Work instruction => Below are records to write out exactly; drop the pictures when you do.

Stored data entries
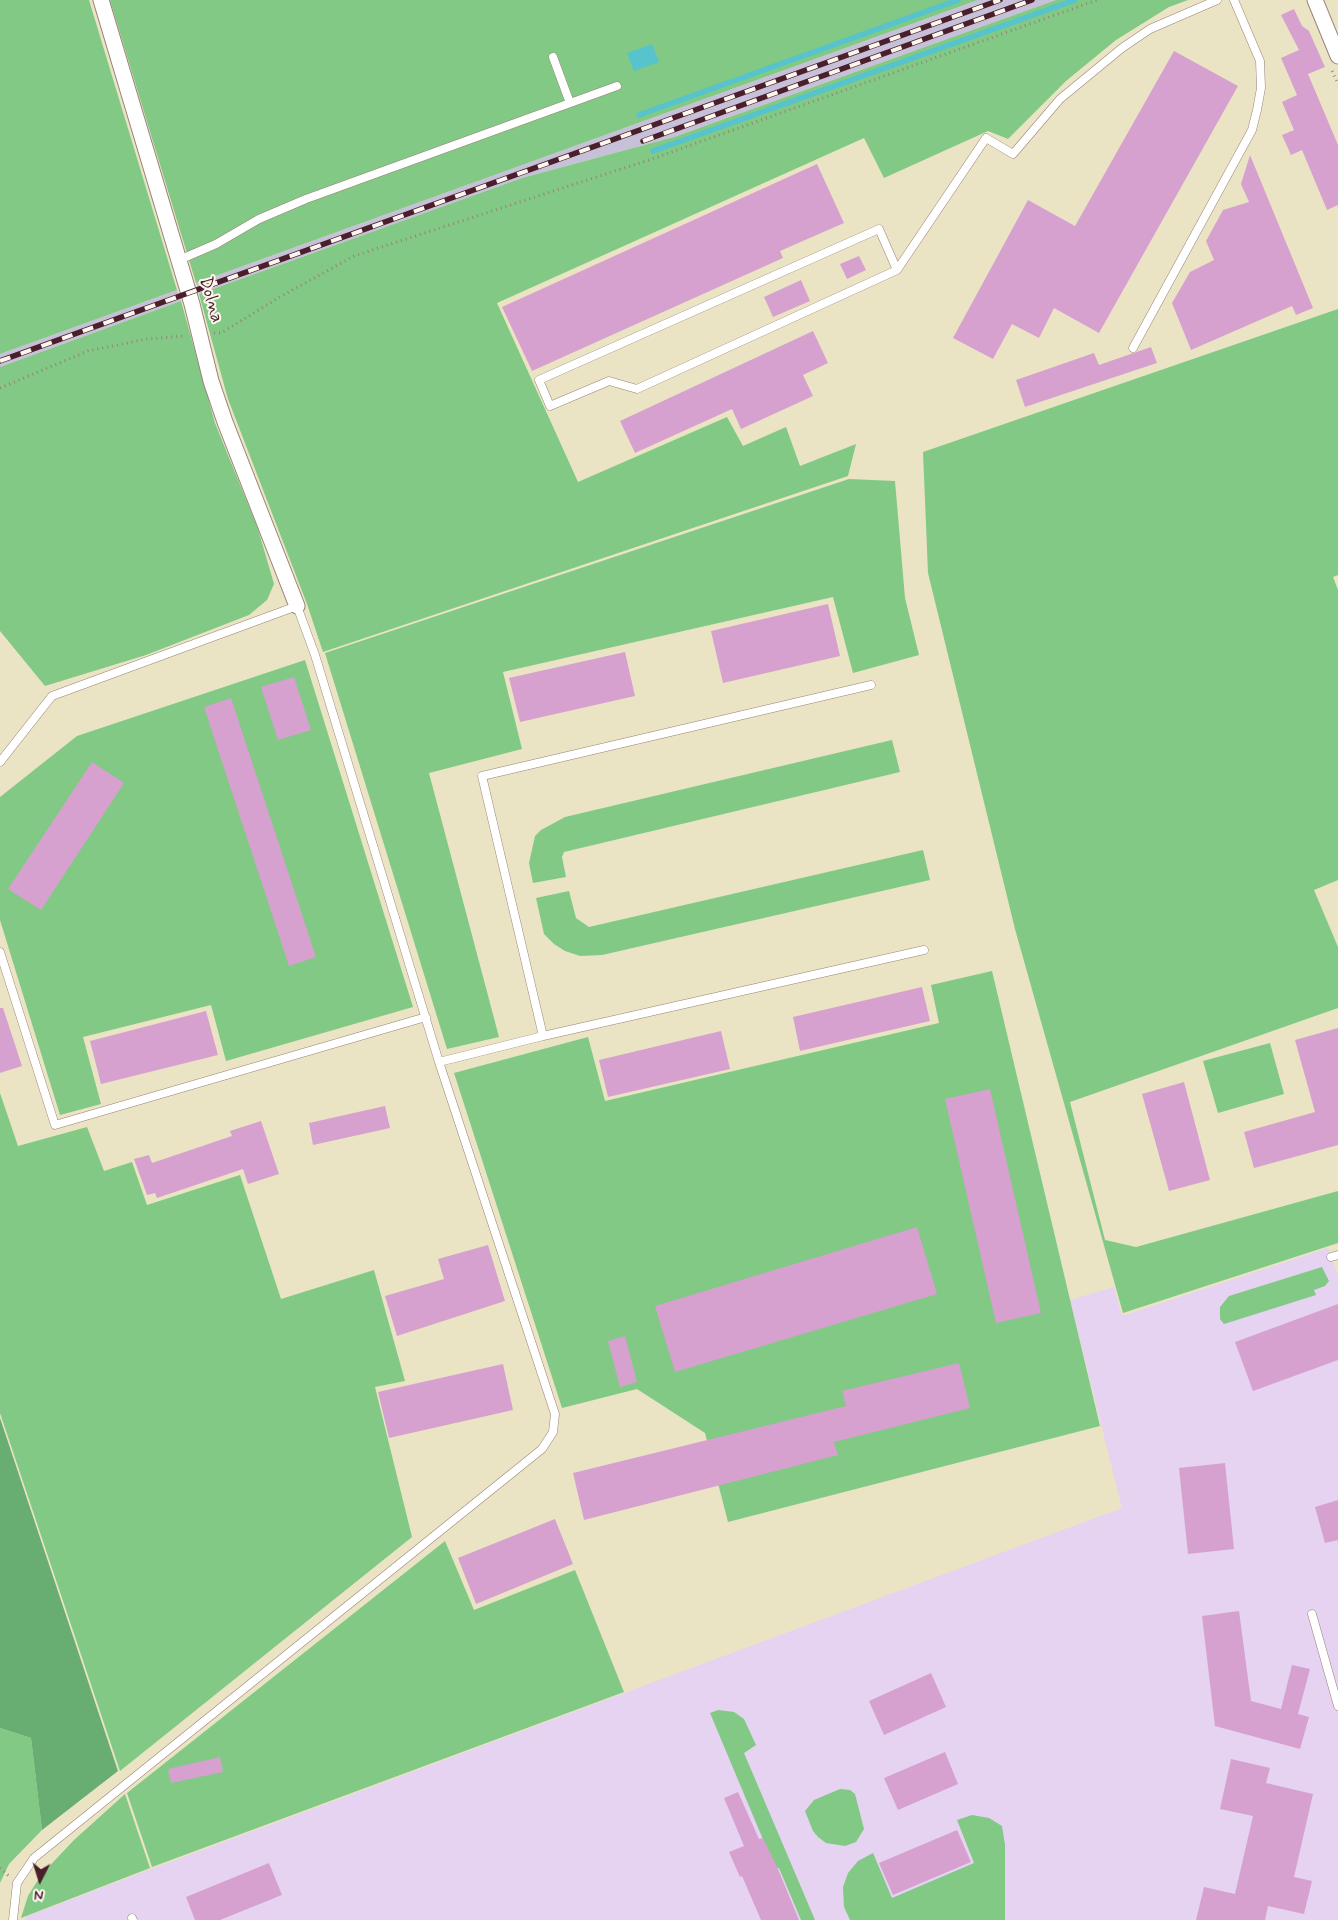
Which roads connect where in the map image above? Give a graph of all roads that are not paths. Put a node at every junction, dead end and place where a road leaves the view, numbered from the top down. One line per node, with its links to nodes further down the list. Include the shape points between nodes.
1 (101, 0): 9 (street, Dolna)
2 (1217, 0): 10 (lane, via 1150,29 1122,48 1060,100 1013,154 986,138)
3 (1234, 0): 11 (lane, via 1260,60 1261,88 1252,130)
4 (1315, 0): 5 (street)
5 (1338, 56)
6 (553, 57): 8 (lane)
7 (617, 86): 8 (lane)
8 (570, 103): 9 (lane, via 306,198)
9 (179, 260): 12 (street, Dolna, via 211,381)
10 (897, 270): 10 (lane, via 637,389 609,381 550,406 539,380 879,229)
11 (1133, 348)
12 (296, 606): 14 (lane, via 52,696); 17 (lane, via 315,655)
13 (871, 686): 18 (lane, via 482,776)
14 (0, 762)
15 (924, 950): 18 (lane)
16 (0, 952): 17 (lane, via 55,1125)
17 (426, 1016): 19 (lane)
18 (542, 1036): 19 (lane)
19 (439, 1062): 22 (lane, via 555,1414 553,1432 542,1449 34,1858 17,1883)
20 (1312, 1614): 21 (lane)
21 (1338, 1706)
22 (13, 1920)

Result of this task =>
Which roads connect where in the map image above? Give a graph of all roads that are not paths. Put a node at every junction, dead end and place where a road leaves the view, numbered from the top down. One line per node, with its links to nodes further down the list. Include the shape points between nodes.
1 (101, 0): 9 (street, Dolna)
2 (1217, 0): 10 (lane, via 1150,29 1122,48 1060,100 1013,154 986,138)
3 (1234, 0): 11 (lane, via 1260,60 1261,88 1252,130)
4 (1315, 0): 5 (street)
5 (1338, 56)
6 (553, 57): 8 (lane)
7 (617, 86): 8 (lane)
8 (570, 103): 9 (lane, via 306,198)
9 (179, 260): 12 (street, Dolna, via 211,381)
10 (897, 270): 10 (lane, via 637,389 609,381 550,406 539,380 879,229)
11 (1133, 348)
12 (296, 606): 14 (lane, via 52,696); 17 (lane, via 315,655)
13 (871, 686): 18 (lane, via 482,776)
14 (0, 762)
15 (924, 950): 18 (lane)
16 (0, 952): 17 (lane, via 55,1125)
17 (426, 1016): 19 (lane)
18 (542, 1036): 19 (lane)
19 (439, 1062): 22 (lane, via 555,1414 553,1432 542,1449 34,1858 17,1883)
20 (1312, 1614): 21 (lane)
21 (1338, 1706)
22 (13, 1920)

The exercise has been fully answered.